Кастнер собрал вокруг себя самую сильную съемочную группу, многие люди работали на съемках Бонда. На место режиссера он выбрал 37-летнего Этьена Перье, чья семья руководила авиакомпанией «Sabena Airlines». Кастнер вспоминает:
«Он был замечательным парнем и, вероятно, единственной ошибкой, которую я допустил в этом фильме. Он был невероятно образованный, очень обаятельный, очень располагающий. Мы познакомились в Нью-Йорке, и он уговорил меня дать ему шанс. Ему хотелось сделать что-то большое, я тогда подумал: „О’кей, дам ему попробовать“. Но он был европейским интеллектуалом, а я вас спрашиваю: какой европеец способен понять суть американского продукта? Разве что Полански. Но это единственное исключение. Этьен не подходил для нашего фильма, но он сотворил свою лучшую киноработу и не слил нас в унитаз».

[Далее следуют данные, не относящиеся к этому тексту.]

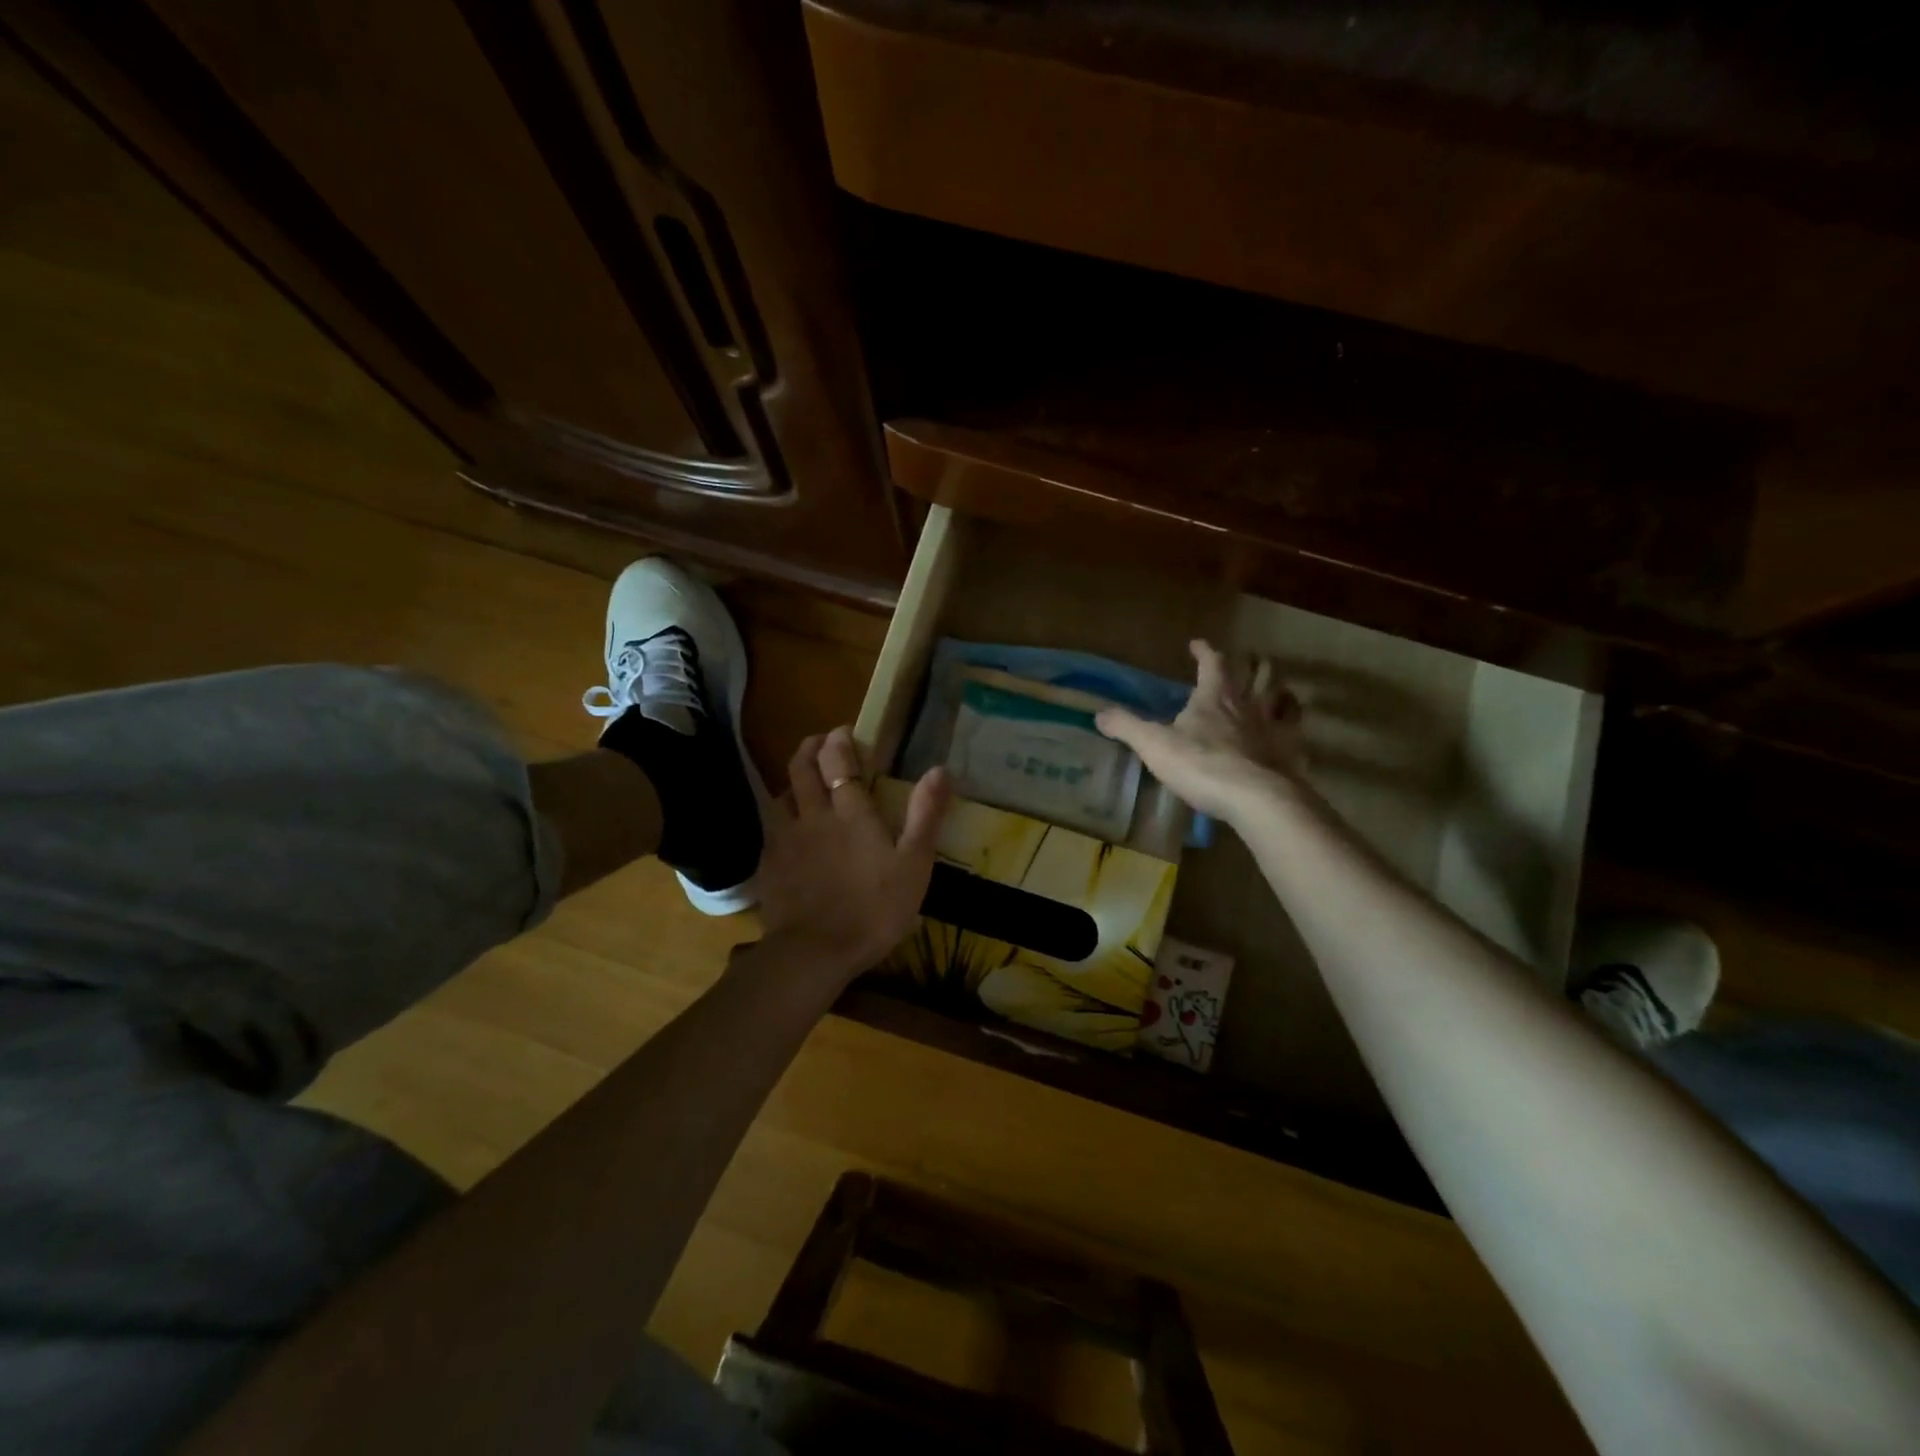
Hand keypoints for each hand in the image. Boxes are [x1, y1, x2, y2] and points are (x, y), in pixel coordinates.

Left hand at [754, 727, 951, 981]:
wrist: (815, 953)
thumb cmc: (873, 909)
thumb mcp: (914, 865)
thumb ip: (925, 816)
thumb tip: (939, 769)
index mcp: (850, 813)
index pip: (838, 761)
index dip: (839, 741)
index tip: (843, 732)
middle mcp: (812, 816)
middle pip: (801, 769)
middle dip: (809, 748)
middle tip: (819, 742)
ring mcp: (785, 841)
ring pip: (781, 796)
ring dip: (792, 782)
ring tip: (801, 784)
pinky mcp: (769, 866)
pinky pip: (771, 830)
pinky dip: (780, 819)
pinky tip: (787, 833)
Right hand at [1096, 640, 1302, 824]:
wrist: (1255, 798)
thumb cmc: (1201, 765)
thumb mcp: (1153, 745)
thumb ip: (1127, 727)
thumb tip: (1099, 714)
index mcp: (1215, 696)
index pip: (1212, 662)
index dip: (1204, 651)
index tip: (1197, 644)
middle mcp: (1248, 703)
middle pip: (1258, 672)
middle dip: (1252, 662)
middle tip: (1249, 658)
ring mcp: (1274, 727)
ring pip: (1282, 696)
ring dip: (1278, 686)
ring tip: (1275, 686)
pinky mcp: (1291, 752)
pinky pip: (1296, 731)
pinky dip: (1294, 724)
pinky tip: (1290, 730)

Когда Хопкинс впервые встретил Кастнера на Тилни-стрит, продюсер не стал ходить вокруг да около. По словам другого продюсера Марион Розенберг, «он сказал ему прямо, что картина подразумевает крутого мачо, а Тони для этого слишком толстый. Если ему нужна роль, он должен похудеть». Кастнер смеется над этим воспоминанием: «Да, должно быть, я так и сказал. И для этих целей у меня был Боб Симмонс [постановщик трюков в Бондиане]: чтобы посадить Тони на диету и вернуть его в форму. Он актер, который мне был нужен. Я был готов сделать все что угодно, лишь бы привести его в порядок».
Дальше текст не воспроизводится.